Task item:
Please write out every entry below exactly, leaving out any pictures.
-------- Data for the task --------
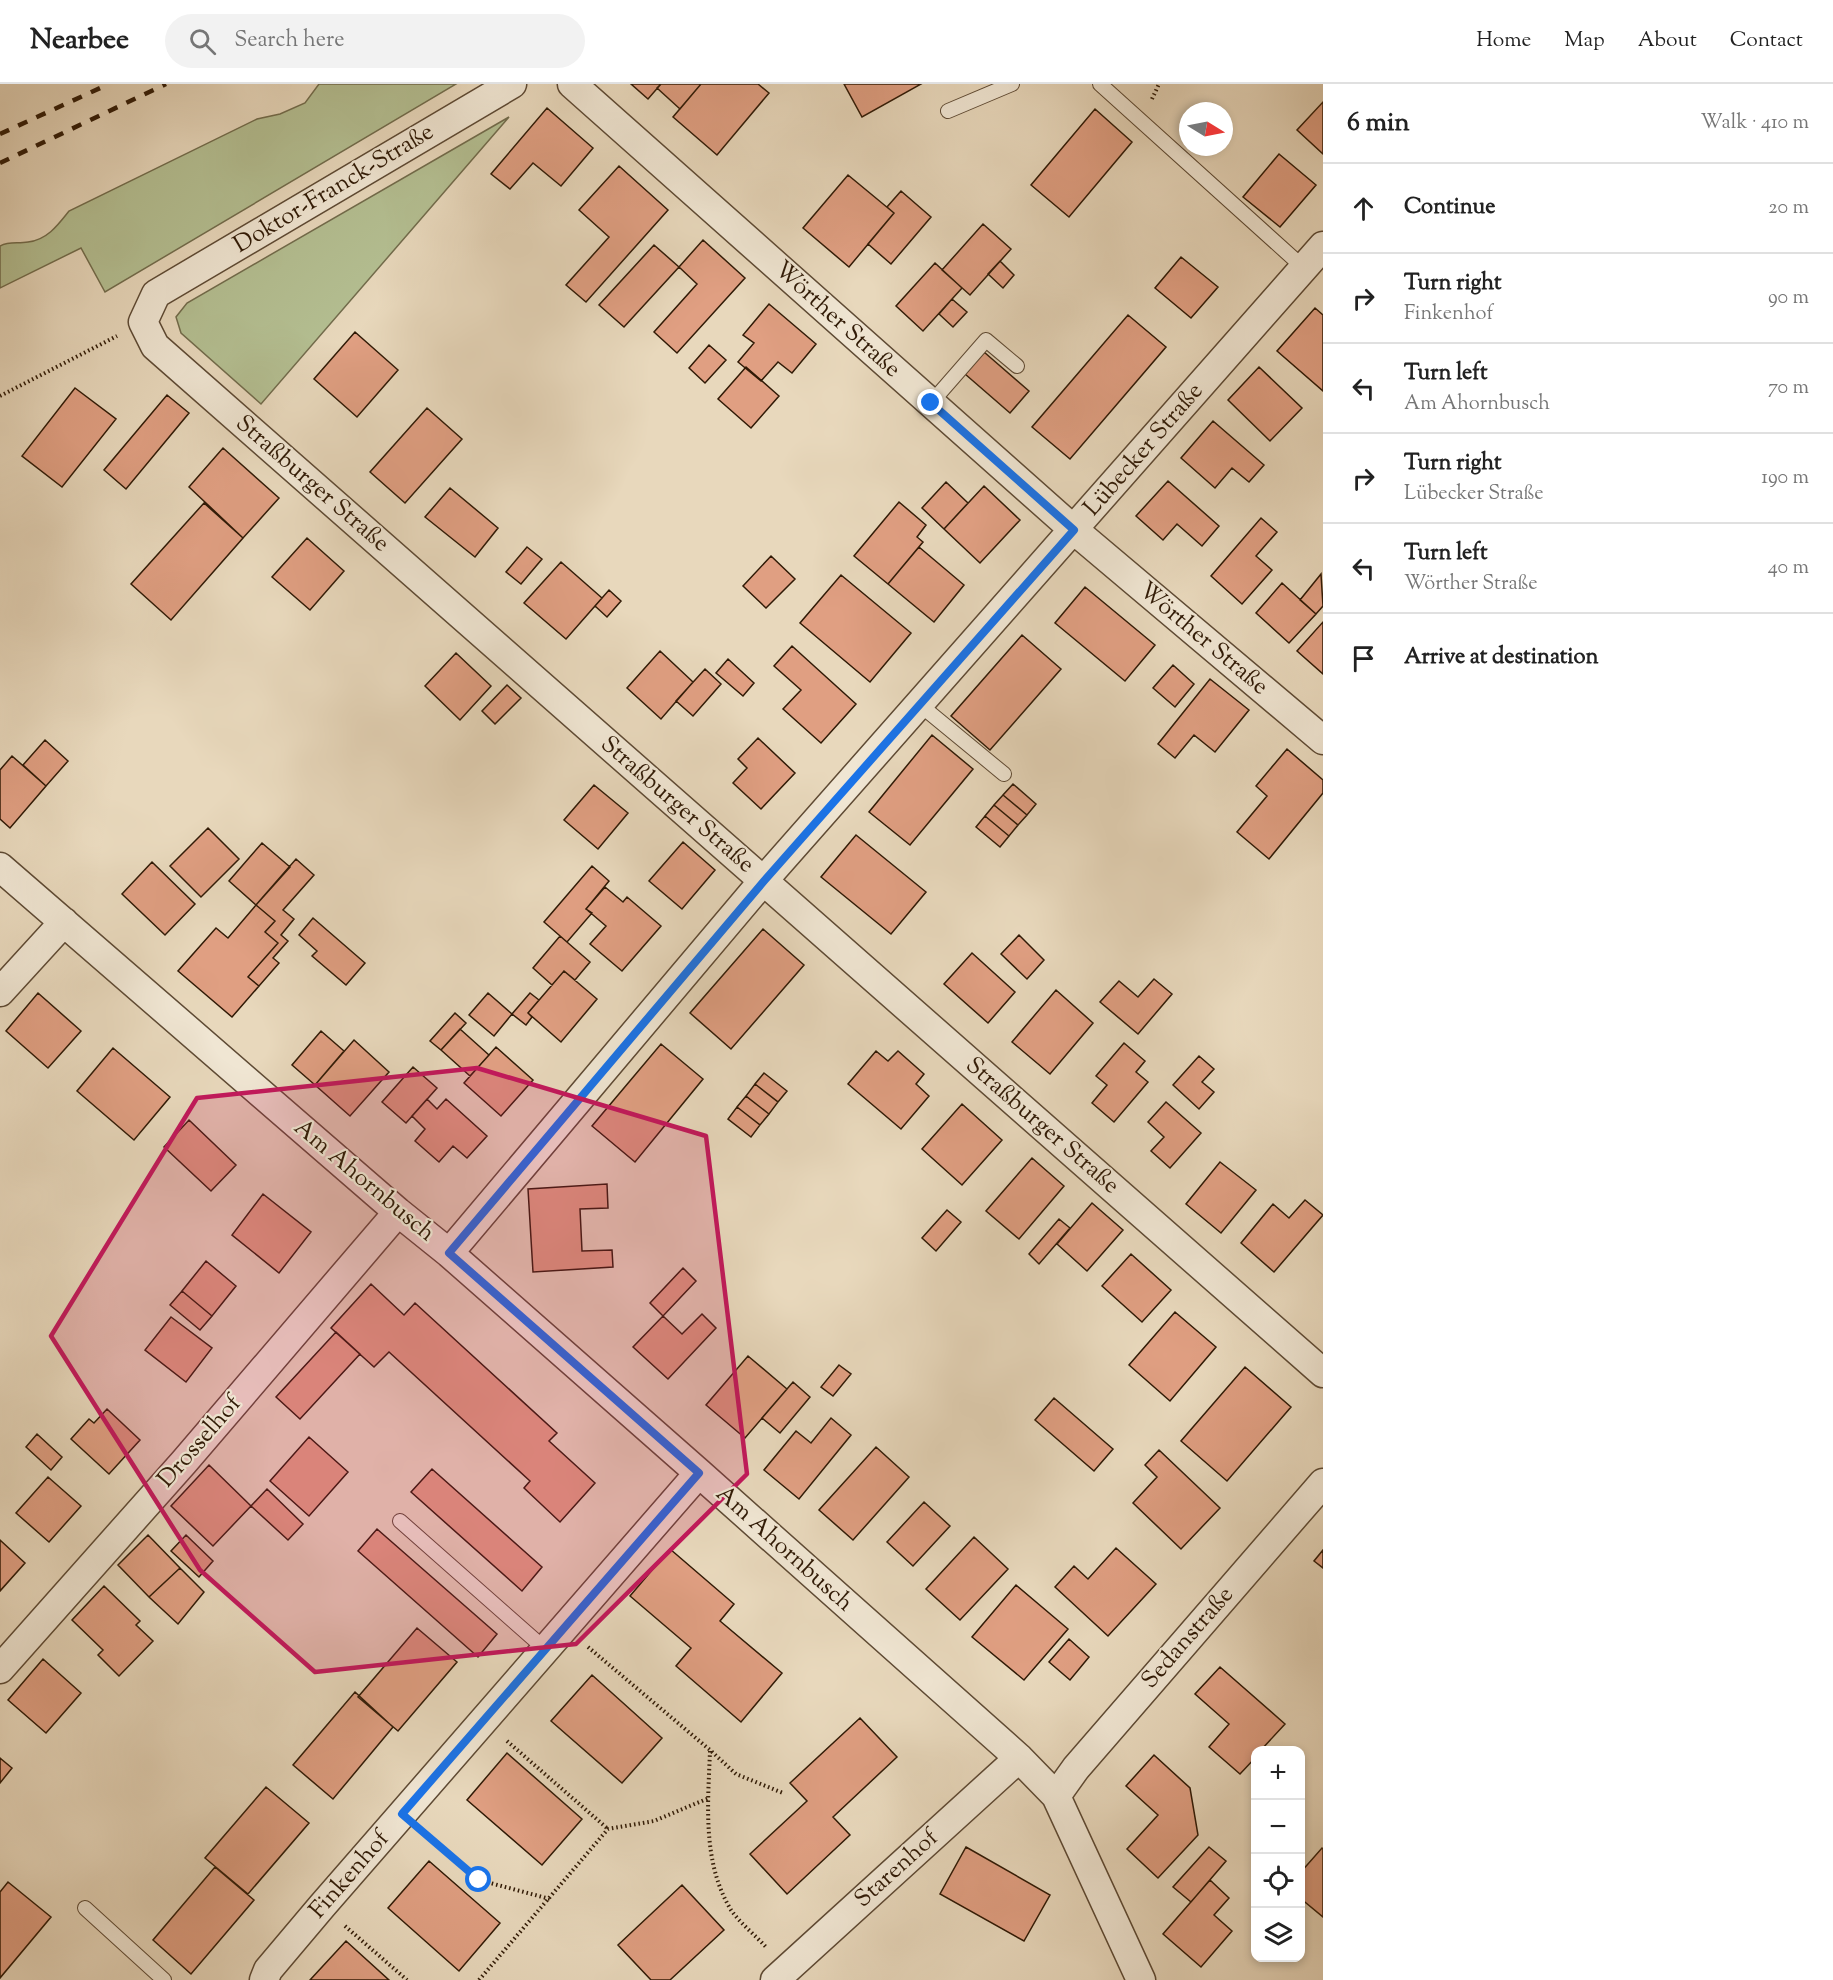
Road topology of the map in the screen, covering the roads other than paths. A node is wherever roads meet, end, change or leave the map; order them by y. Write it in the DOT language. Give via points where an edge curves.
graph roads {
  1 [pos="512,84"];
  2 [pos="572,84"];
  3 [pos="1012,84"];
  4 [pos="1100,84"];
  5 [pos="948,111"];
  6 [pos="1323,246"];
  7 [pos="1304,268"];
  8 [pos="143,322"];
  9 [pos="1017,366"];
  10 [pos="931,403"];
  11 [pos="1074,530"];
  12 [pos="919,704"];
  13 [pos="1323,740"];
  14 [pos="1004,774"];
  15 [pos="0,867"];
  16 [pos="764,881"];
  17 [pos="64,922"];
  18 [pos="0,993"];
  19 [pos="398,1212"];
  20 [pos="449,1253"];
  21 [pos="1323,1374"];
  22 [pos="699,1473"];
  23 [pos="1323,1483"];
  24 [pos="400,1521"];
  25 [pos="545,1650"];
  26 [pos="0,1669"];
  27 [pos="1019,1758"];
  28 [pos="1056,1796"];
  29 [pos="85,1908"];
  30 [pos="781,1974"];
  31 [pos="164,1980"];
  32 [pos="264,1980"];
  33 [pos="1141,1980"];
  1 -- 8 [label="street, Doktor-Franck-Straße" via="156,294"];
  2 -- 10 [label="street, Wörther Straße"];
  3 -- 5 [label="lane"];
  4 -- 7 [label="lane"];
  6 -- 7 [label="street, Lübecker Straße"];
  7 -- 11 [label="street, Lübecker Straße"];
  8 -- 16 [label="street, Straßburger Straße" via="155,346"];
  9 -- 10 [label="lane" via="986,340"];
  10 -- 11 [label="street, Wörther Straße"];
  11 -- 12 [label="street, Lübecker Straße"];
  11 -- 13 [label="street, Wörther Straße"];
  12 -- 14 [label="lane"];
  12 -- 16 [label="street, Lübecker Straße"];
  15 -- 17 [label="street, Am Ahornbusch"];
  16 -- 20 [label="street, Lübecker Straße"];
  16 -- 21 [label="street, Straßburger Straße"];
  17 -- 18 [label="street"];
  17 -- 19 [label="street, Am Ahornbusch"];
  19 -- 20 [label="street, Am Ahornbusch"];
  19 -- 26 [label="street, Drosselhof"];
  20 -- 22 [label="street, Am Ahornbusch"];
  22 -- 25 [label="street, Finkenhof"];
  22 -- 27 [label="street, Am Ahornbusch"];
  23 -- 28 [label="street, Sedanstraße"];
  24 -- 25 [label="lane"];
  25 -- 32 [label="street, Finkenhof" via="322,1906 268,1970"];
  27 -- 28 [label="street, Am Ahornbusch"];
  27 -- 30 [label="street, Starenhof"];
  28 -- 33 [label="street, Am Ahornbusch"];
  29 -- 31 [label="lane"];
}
--------
Reply:
Road topology of the map in the screen, covering the roads other than paths. A node is wherever roads meet, end, change or leave the map; order them by y. Write it in the DOT language. Give via points where an edge curves.
graph roads {
  1 [pos="512,84"];
  2 [pos="572,84"];
  3 [pos="1012,84"];
  4 [pos="1100,84"];
  5 [pos="948,111"];
  6 [pos="1323,246"];
  7 [pos="1304,268"];
  8 [pos="143,322"];
  9 [pos="1017,366"];
  10 [pos="931,403"];
  11 [pos="1074,530"];
  12 [pos="919,704"];
  13 [pos="1323,740"];
  14 [pos="1004,774"];
  15 [pos="0,867"];
  16 [pos="764,881"];
  17 [pos="64,922"];
  18 [pos="0,993"];
  19 [pos="398,1212"];
  20 [pos="449,1253"];
  21 [pos="1323,1374"];
  22 [pos="699,1473"];
  23 [pos="1323,1483"];
  24 [pos="400,1521"];
  25 [pos="545,1650"];
  26 [pos="0,1669"];
  27 [pos="1019,1758"];
  28 [pos="1056,1796"];
  29 [pos="85,1908"];
  30 [pos="781,1974"];
  31 [pos="164,1980"];
  32 [pos="264,1980"];
  33 [pos="1141,1980"];
  1 -- 8 [label="street, Doktor-Franck-Straße" via="156,294"];
  2 -- 10 [label="street, Wörther Straße"];
  3 -- 5 [label="lane"];
  4 -- 7 [label="lane"];
  6 -- 7 [label="street, Lübecker Straße"];
  7 -- 11 [label="street, Lübecker Straße"];
  8 -- 16 [label="street, Straßburger Straße" via="155,346"];
  9 -- 10 [label="lane" via="986,340"];
  10 -- 11 [label="street, Wörther Straße"];
  11 -- 12 [label="street, Lübecker Straße"];
  11 -- 13 [label="street, Wörther Straße"];
  12 -- 14 [label="lane"];
  12 -- 16 [label="street, Lübecker Straße"];
  15 -- 17 [label="street, Am Ahornbusch"];
  16 -- 20 [label="street, Lübecker Straße"];
  16 -- 21 [label="street, Straßburger Straße"];
  17 -- 18 [label="street"];
  17 -- 19 [label="street, Am Ahornbusch"];
  19 -- 20 [label="street, Am Ahornbusch"];
  19 -- 26 [label="street, Drosselhof"];
  20 -- 22 [label="street, Am Ahornbusch"];
  22 -- 25 [label="street, Finkenhof"];
  22 -- 27 [label="street, Am Ahornbusch"];
  23 -- 28 [label="street, Sedanstraße"];
  24 -- 25 [label="lane"];
  25 -- 32 [label="street, Finkenhof" via="322,1906 268,1970"];
  27 -- 28 [label="street, Am Ahornbusch"];
  27 -- 30 [label="street, Starenhof"];
  28 -- 33 [label="street, Am Ahornbusch"];
  29 -- 31 [label="lane"];
}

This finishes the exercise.